The reliability of the study
The reliability in this study was measured using Cronbach’s alpha. It was high in the case of caregiver burden from patient’s conditions (0.93), followed by the frequency of problematic behaviors and caregiver’s reaction to them (0.85). The coping questionnaire had an alpha score of 0.73, whereas the Depression scale had 0.69. Data analysis was done using independent sample t-tests, correlation analysis, and one-way ANOVA followed by post hoc adjustments (Papastavrou et al., 2007, p. 449).
P-values were used in describing the results, as the lower the P-value the higher the probability of a statistically significant difference. They used Pearson correlation coefficients to draw relations between the study variables. It was found that caregiver burden had a positive correlation with the patient’s behavior and the caregiver’s response to it. Aggressive behavior had a stronger impact on caregiver burden. Coming to coping strategies, a positive approach (problem-solving), and seeking social support resulted in reduced burden levels. On the other hand, there was a positive correlation between burden and wishful thinking. The study showed significant gender differences in experiencing burden. Women caregivers seemed to suffer from relational deprivation and personal strain. Women caregivers mostly adopted emotional coping strategies, which further increased their burden levels than men who adopted problem-solving approaches.

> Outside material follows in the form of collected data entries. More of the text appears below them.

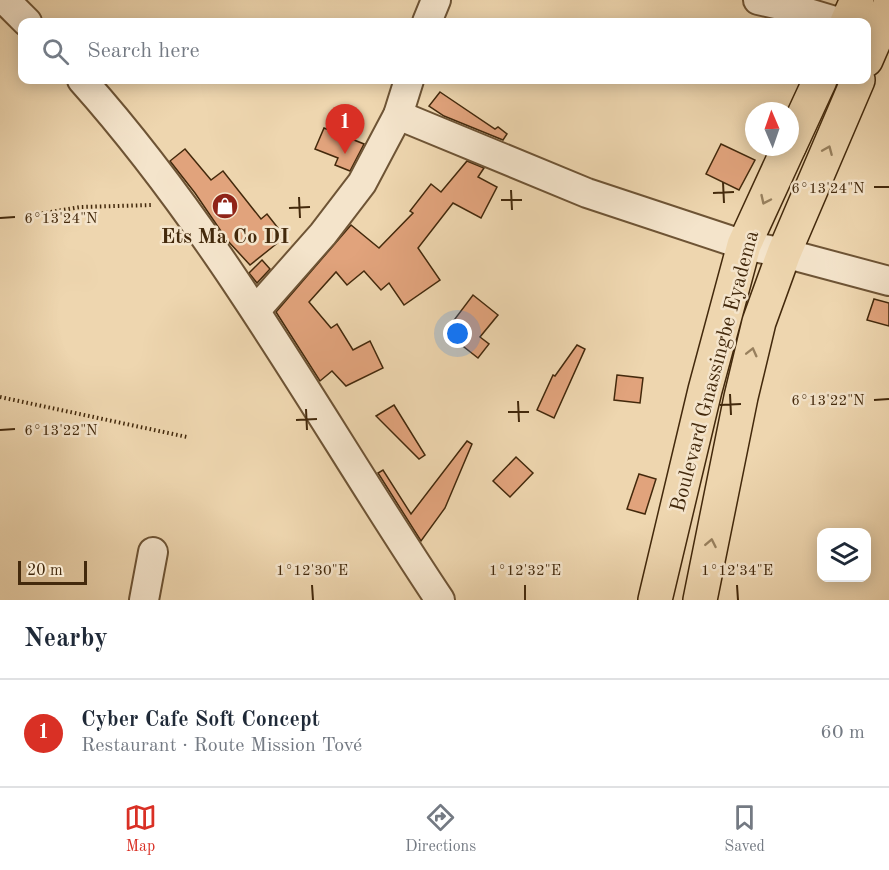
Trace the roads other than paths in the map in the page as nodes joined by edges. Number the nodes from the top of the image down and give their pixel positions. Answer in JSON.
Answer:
{"nodes":[{"id":1,"x":5,"y":0,"type":"edge"},
{"id":2,"x":436,"y":0,"type":"edge"},
{"id":3,"x":758,"y":0,"type":"edge"},
{"id":4,"x":857,"y":0,"type":"edge"},
{"id":5,"x":889,"y":7,"type":"edge"},
{"id":6,"x":23,"y":18,"type":"edge"},
{"id":7,"x":429,"y":18,"type":"edge"},
{"id":8,"x":825,"y":18,"type":"edge"},
{"id":9,"x":849,"y":18,"type":"edge"},
{"id":10,"x":871,"y":50,"type":"edge"},
{"id":11,"x":86,"y":84,"type":"edge"},
{"id":12,"x":408,"y":84,"type":"edge"},
{"id":13,"x":818,"y":84,"type":"edge"},
{"id":14,"x":856,"y":84,"type":"edge"},
{"id":15,"x":398,"y":116,"type":"junction"},
{"id":16,"x":799,"y":126,"type":"edge"},
{"id":17,"x":785,"y":156,"type":"edge"},
{"id":18,"x":744,"y":245,"type":"junction"},
{"id":19,"x":784,"y":253,"type":"junction"},
{"id":20,"x":889,"y":281,"type":"edge"},
{"id":21,"x":256,"y":309,"type":"junction"},
{"id":22,"x":153,"y":552,"type":"dead end"},
{"id":23,"x":144,"y":600,"type":"edge"},
{"id":24,"x":440,"y":600,"type":"edge"},
{"id":25,"x":655,"y":600,"type":"edge"},
{"id":26,"x":700,"y":600,"type":"edge"}],
"edges":[{"from":1,"to":6,"type":"street"},
{"from":2,"to":7,"type":"street"},
{"from":3,"to":8,"type":"street"},
{"from":4,"to":9,"type":"highway"},
{"from":5,"to":10,"type":"highway"},
{"from":11,"to":21,"type":"street"},
{"from":12,"to":15,"type":"street"},
{"from":13,"to":16,"type":"highway","name":"Boulevard Gnassingbe Eyadema"},
{"from":19,"to":14,"type":"highway","name":"Boulevard Gnassingbe Eyadema","one_way":true},
{"from":15,"to":18,"type":"street"},
{"from":15,"to":21,"type":"street"},
{"from":17,"to":18,"type":"highway","name":"Boulevard Gnassingbe Eyadema","one_way":true},
{"from":18,"to":19,"type":"street"},
{"from":18,"to":25,"type":"highway","name":"Boulevard Gnassingbe Eyadema"},
{"from":19,"to":20,"type":"street"},
{"from":26,"to":19,"type":"highway","name":"Boulevard Gnassingbe Eyadema","one_way":true},
{"from":21,"to":24,"type":"street"},
{"from":22,"to":23,"type":"street"}]}
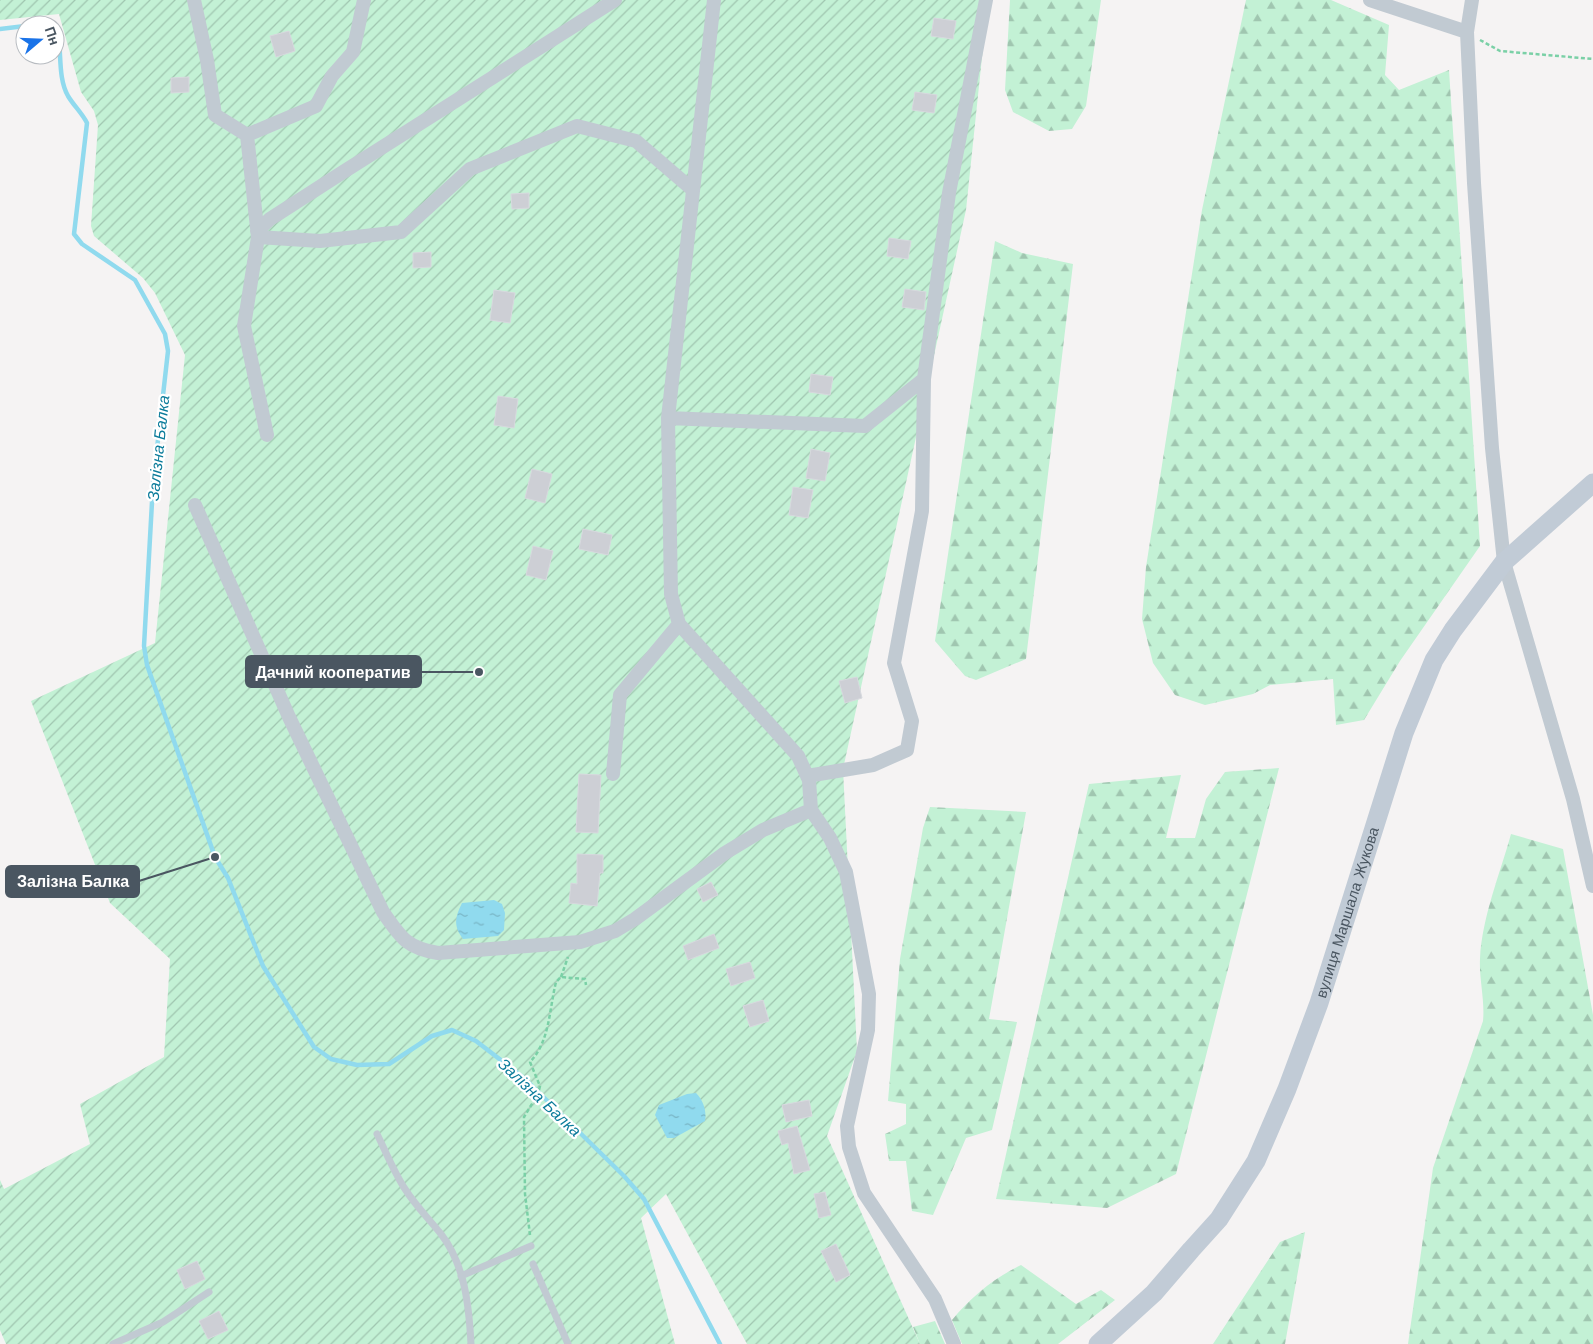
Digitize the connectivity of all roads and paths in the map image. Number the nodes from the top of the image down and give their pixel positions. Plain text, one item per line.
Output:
1 (194, 0) edge
2 (364, 0) edge
3 (615, 0) edge
4 (714, 0) edge
5 (986, 0) edge
6 (1370, 0) edge
7 (1472, 0) edge
8 (1467, 32) junction
9 (1593, 59) edge
10 (247, 135) junction
11 (693, 190) junction
12 (258, 234) junction
13 (924, 379) junction
14 (668, 418) junction
15 (267, 435) dead end
16 (1593, 484) edge
17 (195, 505) dead end
18 (1504, 562) junction
19 (679, 624) junction
20 (613, 774) dead end
21 (807, 776) junction
22 (811, 810) junction
23 (1593, 886) edge
24 (572, 943) junction
25 (561, 977) junction
26 (586, 985) dead end
27 (377, 1134) dead end
28 (531, 1246) joint
29 (534, 1264) dead end
30 (461, 1276) junction
31 (209, 1292) dead end
32 (112, 1344) edge
33 (472, 1344) edge
34 (568, 1344) edge
35 (954, 1344) edge
36 (1098, 1344) edge

1 - 10 street
2 - 10 street
3 - 12 street
4 - 11 street
5 - 13 street
6 - 8 street
7 - 8 street
8 - 9 path
8 - 18 street
10 - 12 street
11 - 12 street
11 - 14 street
12 - 15 street
13 - 14 street
13 - 21 street
14 - 19 street
16 - 18 main road, вулиця Маршала Жукова
17 - 24 street
18 - 23 street
18 - 36 main road, вулиця Маршала Жукова
19 - 20 street
19 - 21 street
21 - 22 street
22 - 24 street
22 - 35 street
24 - 25 path
25 - 26 path
25 - 28 path
27 - 30 lane
28 - 30 lane
29 - 34 lane
30 - 33 lane
31 - 32 lane

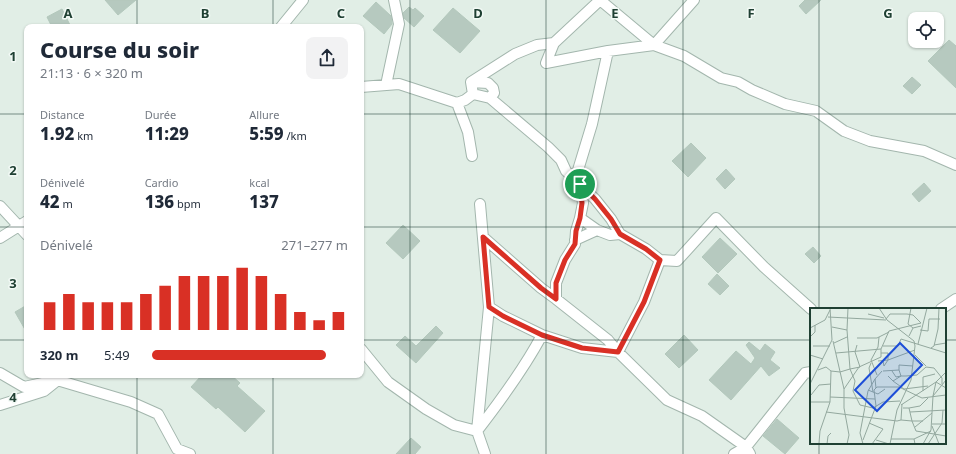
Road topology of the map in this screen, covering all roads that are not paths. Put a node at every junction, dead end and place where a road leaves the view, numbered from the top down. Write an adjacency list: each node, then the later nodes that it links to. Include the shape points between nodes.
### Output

It was also found that a low level of education and poor economic conditions had a worsening effect on caregiver’s stressful situations. Except for relational deprivation, burden levels did not show significant variations when the patient kept in a care setting was compared with a patient in the community. It seemed that the patient’s behavior, then health condition, had a greater impact on the caregiver’s burden.
Like any scientific study, it had certain unavoidable limitations. The results might be influenced by selection bias. Patients at different stages of the disease show varying behaviors that influence caregiver burden, and it, in turn, might affect the study result, as all the patients in the sample were not at a similar stage. Furthermore, there was no scope for verification of caregivers’ responses in the interviews. A stereotypical questionnaire did not allow respondents to express their feelings more clearly.
All in all, this study gives us valuable information regarding the psychological conditions of primary caregivers providing care to dementia patients.
Papastavrou, E., Kalokerinou, A., Papacostas S. S., Tsangari H., & Sourtzi, P. (2007). Caring for a relative with dementia: family caregiver burden. Journal of Advanced Nursing, 58 (5), 446-457.